Items from a data source:
>>>>

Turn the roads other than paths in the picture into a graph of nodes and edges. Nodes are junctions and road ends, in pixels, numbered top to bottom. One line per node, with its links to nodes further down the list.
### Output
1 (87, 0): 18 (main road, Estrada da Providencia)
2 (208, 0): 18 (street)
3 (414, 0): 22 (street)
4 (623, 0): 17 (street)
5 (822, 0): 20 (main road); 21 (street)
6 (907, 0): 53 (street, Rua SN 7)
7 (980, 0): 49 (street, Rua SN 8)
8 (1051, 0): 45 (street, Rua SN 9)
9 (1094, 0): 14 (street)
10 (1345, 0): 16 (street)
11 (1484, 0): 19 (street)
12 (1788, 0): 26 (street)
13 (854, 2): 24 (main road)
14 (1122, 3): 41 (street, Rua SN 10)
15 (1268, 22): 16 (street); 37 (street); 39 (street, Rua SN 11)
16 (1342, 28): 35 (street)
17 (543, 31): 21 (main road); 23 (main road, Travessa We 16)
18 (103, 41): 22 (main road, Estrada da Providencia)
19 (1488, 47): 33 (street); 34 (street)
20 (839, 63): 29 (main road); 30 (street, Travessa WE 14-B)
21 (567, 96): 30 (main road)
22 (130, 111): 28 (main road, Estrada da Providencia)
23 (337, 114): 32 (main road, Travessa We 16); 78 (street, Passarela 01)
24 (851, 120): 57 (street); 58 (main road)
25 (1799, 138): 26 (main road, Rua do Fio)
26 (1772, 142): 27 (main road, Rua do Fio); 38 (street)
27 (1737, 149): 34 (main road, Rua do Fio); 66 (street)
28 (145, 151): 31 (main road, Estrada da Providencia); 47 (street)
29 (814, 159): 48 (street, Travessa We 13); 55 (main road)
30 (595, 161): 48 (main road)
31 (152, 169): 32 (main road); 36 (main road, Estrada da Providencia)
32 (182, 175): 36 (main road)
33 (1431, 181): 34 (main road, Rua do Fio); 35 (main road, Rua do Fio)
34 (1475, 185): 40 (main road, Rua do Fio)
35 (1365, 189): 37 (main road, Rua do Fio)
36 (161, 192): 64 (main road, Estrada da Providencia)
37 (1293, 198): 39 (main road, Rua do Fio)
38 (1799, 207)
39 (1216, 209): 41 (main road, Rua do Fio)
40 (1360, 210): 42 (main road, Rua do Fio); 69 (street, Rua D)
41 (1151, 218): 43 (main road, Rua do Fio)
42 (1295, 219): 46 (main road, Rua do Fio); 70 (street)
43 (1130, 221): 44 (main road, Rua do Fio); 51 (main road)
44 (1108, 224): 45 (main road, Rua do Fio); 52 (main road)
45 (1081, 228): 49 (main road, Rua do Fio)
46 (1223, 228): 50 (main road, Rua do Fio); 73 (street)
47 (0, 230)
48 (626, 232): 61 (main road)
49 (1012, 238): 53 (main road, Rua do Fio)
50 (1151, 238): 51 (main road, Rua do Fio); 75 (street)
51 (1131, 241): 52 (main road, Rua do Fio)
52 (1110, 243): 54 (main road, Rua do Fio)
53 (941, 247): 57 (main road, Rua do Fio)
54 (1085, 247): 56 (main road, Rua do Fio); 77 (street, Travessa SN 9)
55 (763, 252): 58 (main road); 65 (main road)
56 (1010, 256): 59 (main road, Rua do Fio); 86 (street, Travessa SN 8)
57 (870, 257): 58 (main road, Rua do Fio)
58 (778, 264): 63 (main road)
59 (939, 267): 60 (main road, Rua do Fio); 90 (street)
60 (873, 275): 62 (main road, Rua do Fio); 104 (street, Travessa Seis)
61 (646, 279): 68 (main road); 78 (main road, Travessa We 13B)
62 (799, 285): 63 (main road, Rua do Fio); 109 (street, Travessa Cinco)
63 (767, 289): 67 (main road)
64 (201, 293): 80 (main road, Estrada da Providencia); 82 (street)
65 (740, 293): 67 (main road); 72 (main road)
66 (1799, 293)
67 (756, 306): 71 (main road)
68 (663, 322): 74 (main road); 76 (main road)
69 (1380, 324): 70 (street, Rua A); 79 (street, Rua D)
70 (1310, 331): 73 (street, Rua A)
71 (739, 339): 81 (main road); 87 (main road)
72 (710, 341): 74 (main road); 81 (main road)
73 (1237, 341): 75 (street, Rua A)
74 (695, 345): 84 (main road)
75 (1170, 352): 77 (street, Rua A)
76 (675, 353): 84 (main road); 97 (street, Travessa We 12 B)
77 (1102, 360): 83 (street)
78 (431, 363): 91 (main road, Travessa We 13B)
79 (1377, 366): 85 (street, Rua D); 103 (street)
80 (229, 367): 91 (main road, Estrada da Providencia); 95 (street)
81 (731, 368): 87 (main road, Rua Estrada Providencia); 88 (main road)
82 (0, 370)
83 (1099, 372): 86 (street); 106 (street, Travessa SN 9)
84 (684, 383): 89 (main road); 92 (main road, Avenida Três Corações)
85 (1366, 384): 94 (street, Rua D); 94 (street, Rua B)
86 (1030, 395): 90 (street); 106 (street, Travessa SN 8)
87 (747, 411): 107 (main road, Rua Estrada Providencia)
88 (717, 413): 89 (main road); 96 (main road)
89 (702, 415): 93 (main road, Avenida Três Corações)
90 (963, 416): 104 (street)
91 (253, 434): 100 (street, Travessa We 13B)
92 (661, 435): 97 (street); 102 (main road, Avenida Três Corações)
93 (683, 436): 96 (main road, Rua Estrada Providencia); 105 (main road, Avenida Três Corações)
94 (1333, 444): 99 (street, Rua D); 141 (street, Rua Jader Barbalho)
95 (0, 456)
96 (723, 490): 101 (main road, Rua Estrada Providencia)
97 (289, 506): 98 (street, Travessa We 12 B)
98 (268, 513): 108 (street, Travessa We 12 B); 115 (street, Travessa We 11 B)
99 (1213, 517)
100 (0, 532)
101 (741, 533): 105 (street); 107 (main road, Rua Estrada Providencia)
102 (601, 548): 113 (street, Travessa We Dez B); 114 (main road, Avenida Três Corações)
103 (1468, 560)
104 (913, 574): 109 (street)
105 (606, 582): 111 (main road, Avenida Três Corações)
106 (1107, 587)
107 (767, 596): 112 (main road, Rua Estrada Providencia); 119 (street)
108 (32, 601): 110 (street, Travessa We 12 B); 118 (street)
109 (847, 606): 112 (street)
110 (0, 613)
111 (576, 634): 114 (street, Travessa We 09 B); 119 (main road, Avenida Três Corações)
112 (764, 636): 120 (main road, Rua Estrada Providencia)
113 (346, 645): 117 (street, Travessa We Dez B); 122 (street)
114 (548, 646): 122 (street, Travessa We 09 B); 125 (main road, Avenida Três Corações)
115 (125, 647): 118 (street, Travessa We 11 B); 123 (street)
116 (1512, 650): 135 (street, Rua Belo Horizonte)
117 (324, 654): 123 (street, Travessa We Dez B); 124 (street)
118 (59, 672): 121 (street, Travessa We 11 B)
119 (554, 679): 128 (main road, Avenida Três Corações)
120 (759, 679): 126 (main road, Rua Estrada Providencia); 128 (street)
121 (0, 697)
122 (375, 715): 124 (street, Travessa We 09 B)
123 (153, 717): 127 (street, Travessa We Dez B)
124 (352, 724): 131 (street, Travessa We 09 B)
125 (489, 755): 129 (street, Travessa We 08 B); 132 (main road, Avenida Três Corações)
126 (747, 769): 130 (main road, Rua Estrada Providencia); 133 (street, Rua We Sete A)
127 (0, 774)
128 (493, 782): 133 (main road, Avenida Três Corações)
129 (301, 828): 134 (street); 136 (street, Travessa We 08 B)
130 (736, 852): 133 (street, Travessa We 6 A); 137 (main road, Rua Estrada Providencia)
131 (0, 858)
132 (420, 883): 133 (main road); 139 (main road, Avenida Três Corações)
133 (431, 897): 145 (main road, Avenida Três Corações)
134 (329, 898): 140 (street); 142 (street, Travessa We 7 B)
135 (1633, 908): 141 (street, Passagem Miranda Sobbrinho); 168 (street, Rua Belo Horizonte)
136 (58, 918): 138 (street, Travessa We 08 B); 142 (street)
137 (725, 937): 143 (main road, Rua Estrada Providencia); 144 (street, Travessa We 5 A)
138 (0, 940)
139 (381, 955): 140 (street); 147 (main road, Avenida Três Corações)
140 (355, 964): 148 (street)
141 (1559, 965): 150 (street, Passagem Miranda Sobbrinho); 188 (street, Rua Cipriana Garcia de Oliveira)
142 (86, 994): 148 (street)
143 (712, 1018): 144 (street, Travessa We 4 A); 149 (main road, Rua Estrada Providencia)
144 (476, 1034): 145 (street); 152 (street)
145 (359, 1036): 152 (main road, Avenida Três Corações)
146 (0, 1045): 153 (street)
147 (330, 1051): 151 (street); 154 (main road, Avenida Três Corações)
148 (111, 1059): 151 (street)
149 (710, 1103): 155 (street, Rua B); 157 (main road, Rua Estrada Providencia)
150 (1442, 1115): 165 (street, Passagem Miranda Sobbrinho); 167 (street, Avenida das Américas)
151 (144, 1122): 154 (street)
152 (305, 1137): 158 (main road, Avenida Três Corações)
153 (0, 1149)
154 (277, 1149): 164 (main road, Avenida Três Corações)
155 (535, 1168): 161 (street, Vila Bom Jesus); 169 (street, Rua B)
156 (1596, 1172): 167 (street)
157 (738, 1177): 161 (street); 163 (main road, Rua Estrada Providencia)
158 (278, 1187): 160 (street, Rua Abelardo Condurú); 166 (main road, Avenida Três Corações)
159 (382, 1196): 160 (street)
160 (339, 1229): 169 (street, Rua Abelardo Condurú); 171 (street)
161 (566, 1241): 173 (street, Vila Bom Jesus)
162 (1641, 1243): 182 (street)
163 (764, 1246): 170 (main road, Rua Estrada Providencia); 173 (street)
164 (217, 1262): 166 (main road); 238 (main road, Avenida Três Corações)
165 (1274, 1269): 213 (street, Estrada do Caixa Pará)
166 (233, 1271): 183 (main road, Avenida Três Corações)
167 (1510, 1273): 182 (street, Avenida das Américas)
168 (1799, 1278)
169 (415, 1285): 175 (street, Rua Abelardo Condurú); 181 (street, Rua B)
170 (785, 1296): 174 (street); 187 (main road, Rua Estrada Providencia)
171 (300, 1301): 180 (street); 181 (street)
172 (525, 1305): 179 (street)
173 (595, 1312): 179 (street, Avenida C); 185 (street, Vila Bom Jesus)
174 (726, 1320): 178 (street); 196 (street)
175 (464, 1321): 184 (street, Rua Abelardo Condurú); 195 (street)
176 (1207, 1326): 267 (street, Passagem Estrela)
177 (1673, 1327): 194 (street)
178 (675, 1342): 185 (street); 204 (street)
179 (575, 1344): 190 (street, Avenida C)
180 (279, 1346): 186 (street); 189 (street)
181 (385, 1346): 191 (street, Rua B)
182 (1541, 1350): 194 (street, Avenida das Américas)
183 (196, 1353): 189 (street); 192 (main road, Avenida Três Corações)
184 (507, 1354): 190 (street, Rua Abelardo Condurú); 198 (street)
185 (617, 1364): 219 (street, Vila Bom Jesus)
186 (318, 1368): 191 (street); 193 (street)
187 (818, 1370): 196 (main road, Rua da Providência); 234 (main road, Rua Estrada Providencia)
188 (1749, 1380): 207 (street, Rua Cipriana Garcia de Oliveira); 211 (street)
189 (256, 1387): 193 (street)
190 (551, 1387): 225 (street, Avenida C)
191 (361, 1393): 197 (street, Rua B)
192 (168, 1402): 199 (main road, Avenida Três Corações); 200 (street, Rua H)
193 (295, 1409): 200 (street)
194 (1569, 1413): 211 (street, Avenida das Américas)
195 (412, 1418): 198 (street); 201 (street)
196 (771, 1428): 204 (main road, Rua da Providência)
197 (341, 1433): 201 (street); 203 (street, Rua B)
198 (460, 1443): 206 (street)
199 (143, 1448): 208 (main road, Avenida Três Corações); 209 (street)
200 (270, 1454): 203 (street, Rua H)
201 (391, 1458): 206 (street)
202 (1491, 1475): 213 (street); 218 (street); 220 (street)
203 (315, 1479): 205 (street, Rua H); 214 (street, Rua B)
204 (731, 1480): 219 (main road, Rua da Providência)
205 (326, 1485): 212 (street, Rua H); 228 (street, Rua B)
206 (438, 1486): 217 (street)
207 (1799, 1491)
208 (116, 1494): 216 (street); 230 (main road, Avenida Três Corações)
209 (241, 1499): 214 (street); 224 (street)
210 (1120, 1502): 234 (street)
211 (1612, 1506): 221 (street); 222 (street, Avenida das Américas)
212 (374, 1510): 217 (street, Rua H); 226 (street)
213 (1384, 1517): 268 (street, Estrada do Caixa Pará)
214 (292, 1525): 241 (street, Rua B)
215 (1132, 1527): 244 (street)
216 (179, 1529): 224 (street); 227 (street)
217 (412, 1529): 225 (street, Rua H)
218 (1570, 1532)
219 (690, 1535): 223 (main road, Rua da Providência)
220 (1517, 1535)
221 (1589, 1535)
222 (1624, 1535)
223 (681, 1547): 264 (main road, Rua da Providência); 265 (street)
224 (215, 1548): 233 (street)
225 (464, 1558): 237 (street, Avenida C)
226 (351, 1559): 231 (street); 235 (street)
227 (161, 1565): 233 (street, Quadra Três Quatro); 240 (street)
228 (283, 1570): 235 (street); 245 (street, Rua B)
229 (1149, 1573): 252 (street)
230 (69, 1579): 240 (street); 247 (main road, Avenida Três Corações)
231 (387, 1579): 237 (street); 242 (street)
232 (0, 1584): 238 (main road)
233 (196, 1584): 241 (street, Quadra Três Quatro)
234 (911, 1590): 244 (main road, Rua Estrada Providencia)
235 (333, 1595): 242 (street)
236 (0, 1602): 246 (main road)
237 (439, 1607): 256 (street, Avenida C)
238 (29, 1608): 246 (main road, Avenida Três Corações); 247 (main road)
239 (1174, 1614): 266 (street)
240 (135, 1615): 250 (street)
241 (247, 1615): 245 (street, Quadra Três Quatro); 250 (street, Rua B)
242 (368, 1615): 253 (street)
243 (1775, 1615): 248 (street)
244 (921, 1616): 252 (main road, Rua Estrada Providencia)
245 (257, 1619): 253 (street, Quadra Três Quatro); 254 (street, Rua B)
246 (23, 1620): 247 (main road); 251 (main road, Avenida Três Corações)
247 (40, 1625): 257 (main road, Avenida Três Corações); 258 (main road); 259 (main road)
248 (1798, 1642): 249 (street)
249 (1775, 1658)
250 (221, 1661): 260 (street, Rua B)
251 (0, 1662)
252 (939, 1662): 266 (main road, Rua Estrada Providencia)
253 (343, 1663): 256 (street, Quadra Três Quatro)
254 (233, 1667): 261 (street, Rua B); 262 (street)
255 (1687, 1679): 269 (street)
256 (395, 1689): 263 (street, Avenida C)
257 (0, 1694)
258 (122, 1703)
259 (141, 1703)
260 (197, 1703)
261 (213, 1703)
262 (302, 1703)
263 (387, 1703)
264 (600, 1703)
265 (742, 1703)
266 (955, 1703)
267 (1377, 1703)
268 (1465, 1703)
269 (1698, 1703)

<<<<

Among the records, find all lines that include the string "Pará" and return them.

165 (1274, 1269): 213 (street, Estrada do Caixa Pará)
213 (1384, 1517): 268 (street, Estrada do Caixa Pará)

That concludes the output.